* WHAT TO WORK ON: Can you output the records below exactly as they are written?

########################################

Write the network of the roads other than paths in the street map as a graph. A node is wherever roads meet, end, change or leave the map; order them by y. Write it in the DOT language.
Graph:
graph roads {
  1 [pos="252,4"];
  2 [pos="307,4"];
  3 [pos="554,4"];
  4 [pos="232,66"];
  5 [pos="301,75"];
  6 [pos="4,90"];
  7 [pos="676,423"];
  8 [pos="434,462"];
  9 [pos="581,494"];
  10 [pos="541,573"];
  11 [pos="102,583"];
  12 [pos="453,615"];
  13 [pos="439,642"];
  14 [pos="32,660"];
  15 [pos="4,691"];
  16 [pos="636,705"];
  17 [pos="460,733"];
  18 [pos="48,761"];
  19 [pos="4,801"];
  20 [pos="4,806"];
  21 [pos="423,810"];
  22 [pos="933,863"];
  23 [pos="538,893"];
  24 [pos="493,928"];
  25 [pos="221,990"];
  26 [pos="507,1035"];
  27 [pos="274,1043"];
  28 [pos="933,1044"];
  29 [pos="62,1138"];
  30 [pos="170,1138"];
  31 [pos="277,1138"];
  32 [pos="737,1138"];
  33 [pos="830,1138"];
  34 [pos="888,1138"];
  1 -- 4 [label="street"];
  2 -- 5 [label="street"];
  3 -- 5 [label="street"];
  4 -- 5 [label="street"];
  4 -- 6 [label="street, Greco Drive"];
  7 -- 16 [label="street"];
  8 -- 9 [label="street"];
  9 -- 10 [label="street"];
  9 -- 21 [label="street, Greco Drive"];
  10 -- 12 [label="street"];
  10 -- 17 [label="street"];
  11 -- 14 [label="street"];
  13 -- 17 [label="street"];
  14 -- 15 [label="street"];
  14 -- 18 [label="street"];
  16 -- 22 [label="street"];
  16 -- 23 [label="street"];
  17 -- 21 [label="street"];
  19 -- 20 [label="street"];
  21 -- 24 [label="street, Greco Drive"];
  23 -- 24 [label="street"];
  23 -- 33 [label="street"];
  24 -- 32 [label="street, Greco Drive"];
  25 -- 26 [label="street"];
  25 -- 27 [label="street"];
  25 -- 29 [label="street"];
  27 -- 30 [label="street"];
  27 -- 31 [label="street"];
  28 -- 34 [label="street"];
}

########################################

* RESPONSE TO THE TASK:
Write the network of the roads other than paths in the street map as a graph. A node is wherever roads meet, end, change or leave the map; order them by y. Write it in the DOT language.
Graph:
graph roads {
  1 [pos="252,4"];
  2 [pos="307,4"];
  3 [pos="554,4"];
  4 [pos="232,66"];
  5 [pos="301,75"];
  6 [pos="4,90"];
  7 [pos="676,423"];
  8 [pos="434,462"];
  9 [pos="581,494"];
  10 [pos="541,573"];
  11 [pos="102,583"];
  12 [pos="453,615"];
  13 [pos="439,642"];
  14 [pos="32,660"];
  15 [pos="4,691"];
  16 [pos="636,705"];
  17 [pos="460,733"];
  18 [pos="48,761"];
  19 [pos="4,801"];
  20 [pos="4,806"];
  21 [pos="423,810"];
  22 [pos="933,863"];
  23 [pos="538,893"];
  24 [pos="493,928"];
  25 [pos="221,990"];
  26 [pos="507,1035"];
  27 [pos="274,1043"];
  28 [pos="933,1044"];
  29 [pos="62,1138"];
  30 [pos="170,1138"];
  31 [pos="277,1138"];
  32 [pos="737,1138"];
  33 [pos="830,1138"];
  34 [pos="888,1138"];
  1 -- 4 [label="street"];
  2 -- 5 [label="street"];
  3 -- 5 [label="street"];
  4 -- 5 [label="street"];
  4 -- 6 [label="street, Greco Drive"];
  7 -- 16 [label="street"];
  8 -- 9 [label="street"];
  9 -- 10 [label="street"];
  9 -- 21 [label="street, Greco Drive"];
  10 -- 12 [label="street"];
  10 -- 17 [label="street"];
  11 -- 14 [label="street"];
  13 -- 17 [label="street"];
  14 -- 15 [label="street"];
  14 -- 18 [label="street"];
  16 -- 22 [label="street"];
  16 -- 23 [label="street"];
  17 -- 21 [label="street"];
  19 -- 20 [label="street"];
  21 -- 24 [label="street, Greco Drive"];
  23 -- 24 [label="street"];
  23 -- 33 [label="street"];
  24 -- 32 [label="street, Greco Drive"];
  25 -- 26 [label="street"];
  25 -- 27 [label="street"];
  25 -- 29 [label="street"];
  27 -- 30 [label="street"];
  27 -- 31 [label="street"];
  28 -- 34 [label="street"];
}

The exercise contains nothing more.